Rage flooded her and she thought, I’m not sitting still for this, goddamit, and she rocked forward. The pain was blinding. She got more upright, though.
“You think maybe now I should be convinced of your sincerity and I should just go away, maybe with a heartfelt apology. Right?” Bruno said. “Is that what you’d like?”
She looked at him with hatred and nodded.
“That’s very nice,” he said. “That’s nice to know. Now here’s some news for you: I give a fuck.”
“You son of a—” she said, and he hit her again, a baseball swing, in the ribs. He hit Todd across the thigh.
She thought, I have to kill him. He’s going to kill us.
“Ask yourself,” Bruno said. “Why did you do this? Say: why did I do this?”
“I’ll kill you,” she managed to say.
“You did it because it was me, didn’t you, Joanie? Because you had me so far on the fuckin’ hook. ‘What’s Bruno gonna do about it? The sappy fuck.’”
He hit her again.
She shook. She crossed her arms. She tasted blood in her mouth.
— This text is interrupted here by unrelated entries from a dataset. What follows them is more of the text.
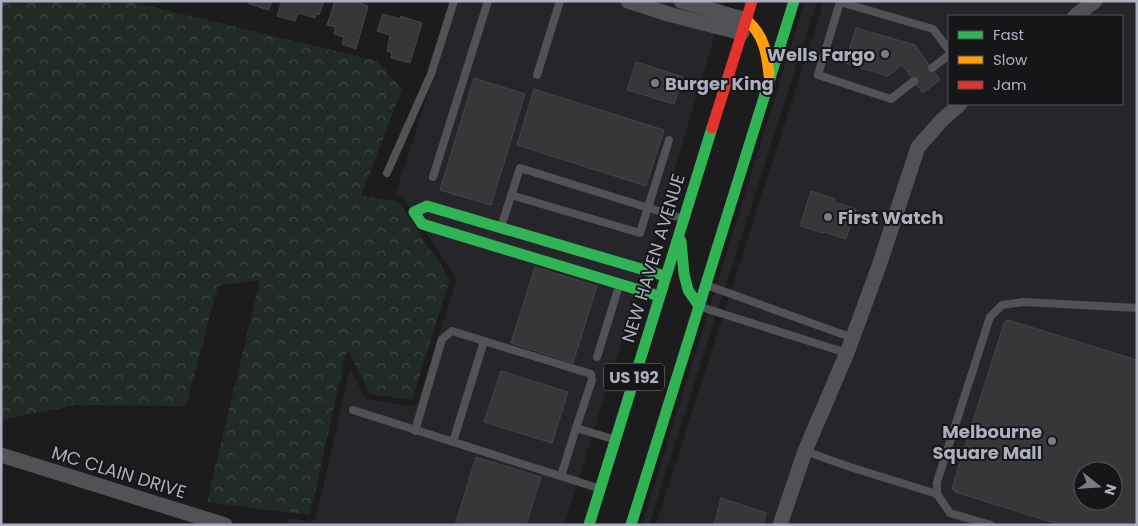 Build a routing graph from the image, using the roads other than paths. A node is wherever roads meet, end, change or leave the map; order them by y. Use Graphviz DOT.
graph roads {
  1 [pos="454,1"];
  2 [pos="488,1"];
  3 [pos="560,1"];
  4 [pos="628,1"];
  5 [pos="681,1"];
  6 [pos="752,1"];
  7 [pos="794,1"];
  8 [pos="1095,1"];
  9 [pos="1076,15"];
  10 [pos="744,27"];
  11 [pos="948,49"];
  12 [pos="948,56"];
  13 [pos="932,68"];
  14 [pos="536,75"];
  15 [pos="914,81"];
  16 [pos="769,82"];
  17 [pos="959,105"];
  18 [pos="669,140"];
  19 [pos="387,174"];
  20 [pos="433,177"];
  21 [pos="511,195"];
  22 [pos="648,208"];
  23 [pos="681,224"];
  24 [pos="501,228"];
  25 [pos="625,265"];
  26 [pos="665,276"];
  27 [pos="620,284"];
  28 [pos="706,285"];
  29 [pos="674,293"];
  30 [pos="659,296"];
  31 [pos="699,306"];
  32 [pos="1137,308"];
  33 [pos="685,317"];
  34 [pos="853,338"];
  35 [pos="484,341"];
  36 [pos="688,341"];
  37 [pos="847,353"];
  38 [pos="597,357"];
  39 [pos="353,410"];
  40 [pos="576,428"];
  41 [pos="415,430"];
  42 [pos="615,440"];
  43 [pos="452,442"];
  44 [pos="805,451"];
  45 [pos="1,455"];
  46 [pos="561,476"];
  47 [pos="600,488"];
  48 [pos="937,494"];
  49 [pos="225,525"];
  50 [pos="588,525"];
  51 [pos="631,525"];
  52 [pos="780,525"];
  53 [pos="991,525"];
  1 -- 19 [label="lane"];
  2 -- 20 [label="lane"];
  3 -- 14 [label="lane"];
  4 -- 10 [label="street"];
  5 -- 10 [label="street"];
  6 -- 10 [label="main road, NEW HAVEN AVENUE / US 192"];
  7 -- 16 [label="main road, US 192"];
  8 -- 9 [label="street"];
  10 -- 16 [label="main road"];
  10 -- 23 [label="main road, NEW HAVEN AVENUE / US 192"];
  11 -- 15 [label="lane"];
  12 -- 13 [label="lane"];
  16 -- 28 [label="main road, US 192"];
  17 -- 34 [label="street"];
  18 -- 22 [label="lane"];
  21 -- 22 [label="lane"];
  21 -- 22 [label="lane"];
  21 -- 24 [label="lane"];
  22 -- 23 [label="lane"];
  23 -- 26 [label="main road, NEW HAVEN AVENUE / US 192"];
  23 -- 31 [label="main road"];
  24 -- 25 [label="main road"];
  24 -- 27 [label="main road"];
  25 -- 26 [label="main road"];
  25 -- 27 [label="lane"];
  26 -- 29 [label="main road"];
  26 -- 30 [label="main road, NEW HAVEN AVENUE / US 192"];
  27 -- 30 [label="main road"];
  27 -- 38 [label="lane"];
  28 -- 31 [label="main road, US 192"];
  28 -- 34 [label="lane"];
  30 -- 42 [label="main road, NEW HAVEN AVENUE / US 192"];
  31 -- 36 [label="main road, US 192"];
  31 -- 37 [label="lane"];
  32 -- 48 [label="lane"];
  33 -- 36 [label="main road"];
  34 -- 37 [label="street"];
  35 -- 40 [label="lane"];
  35 -- 41 [label="lane"];
  35 -- 43 [label="lane"];
  36 -- 51 [label="main road, US 192"];
  37 -- 44 [label="street"];
  39 -- 41 [label="lane"];
  40 -- 42 [label="lane"];
  40 -- 46 [label="lane"];
  41 -- 43 [label="lane"];
  42 -- 47 [label="main road, NEW HAVEN AVENUE / US 192"];
  43 -- 46 [label="lane"];
  44 -- 48 [label="lane"];
  44 -- 52 [label="street"];
  45 -- 49 [label="street, MC CLAIN DRIVE"];
  46 -- 47 [label="lane"];
  47 -- 50 [label="main road, NEW HAVEN AVENUE / US 192"];
  48 -- 53 [label="lane"];
} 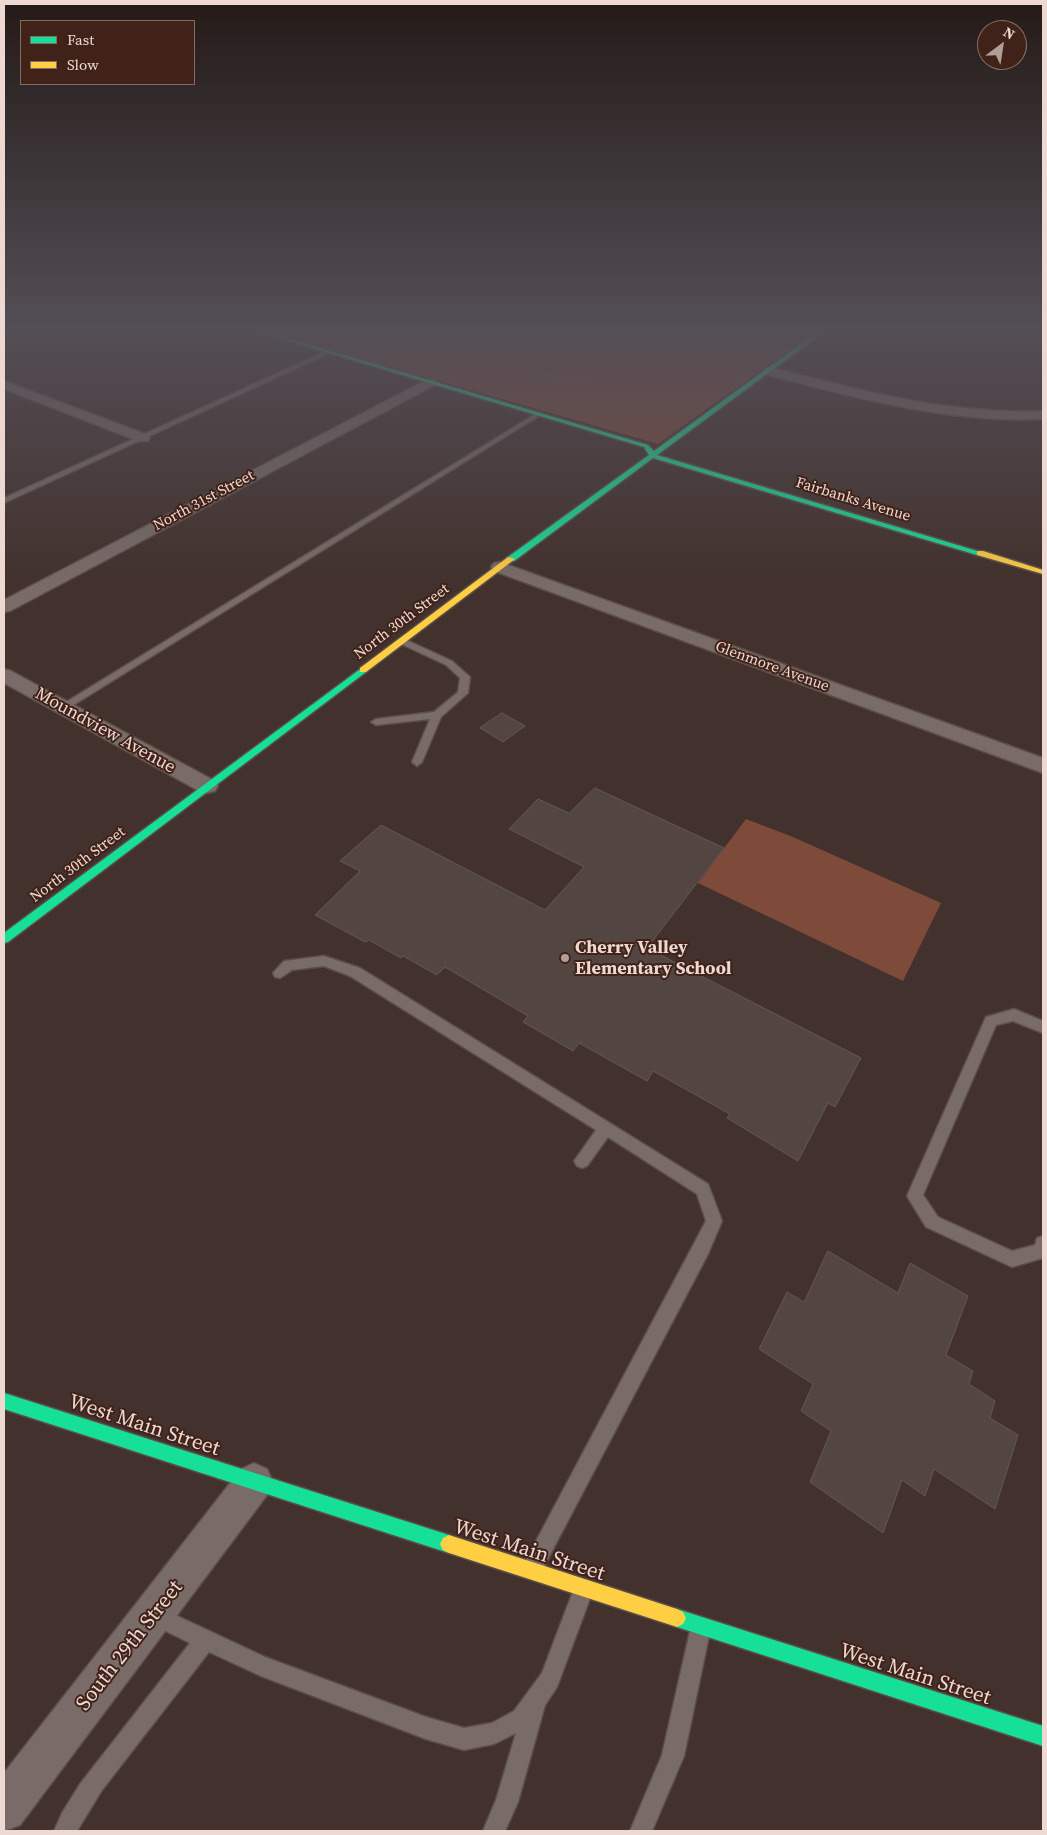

“Ah, you’re gonna go all the way to the end, aren’t you, Joanie? You’re gonna go down with me, aren’t you?” he said.
Joanie opened her eyes and could see he was leaning closer.
“Joanie remembers from Blessed Sacrament: martyrs get the crown,” he said. “All those saints, Joanie, huh? All they had to do was die.”
“Maybe he never had it,” she said.
He leaned even closer. He was only inches from her face. “We searched his house,” he whispered. “We searched everything.”
She closed her eyes and ground the back of her head into the rug. He had her bad arm. The pain was like someone sawing a wire through her shoulder socket.
“All that time,” Bruno said. “You know what I was waiting for? I was waiting for you to tell me the truth.”
He got closer still.
“What did you want from me?” he whispered. “What did you ever want from me?”
“Oh, God, oh, God,” she said.
“What you did to me,” he whispered. “After all I felt about you.” She saw tears in his eyes through her own. Todd was on his knees behind him and swung the champagne bottle by the neck, and the sound it made on Bruno’s temple was new, was nothing she’d heard before. He made a guttural noise, like a fishbone was caught back in his throat, and he went over. And she had the brass rod in her hands, and Todd had the bottle, and in agony and together they pulled themselves over him and fell on him, as if their retribution were absolution. As if for now it was the only grace imaginable.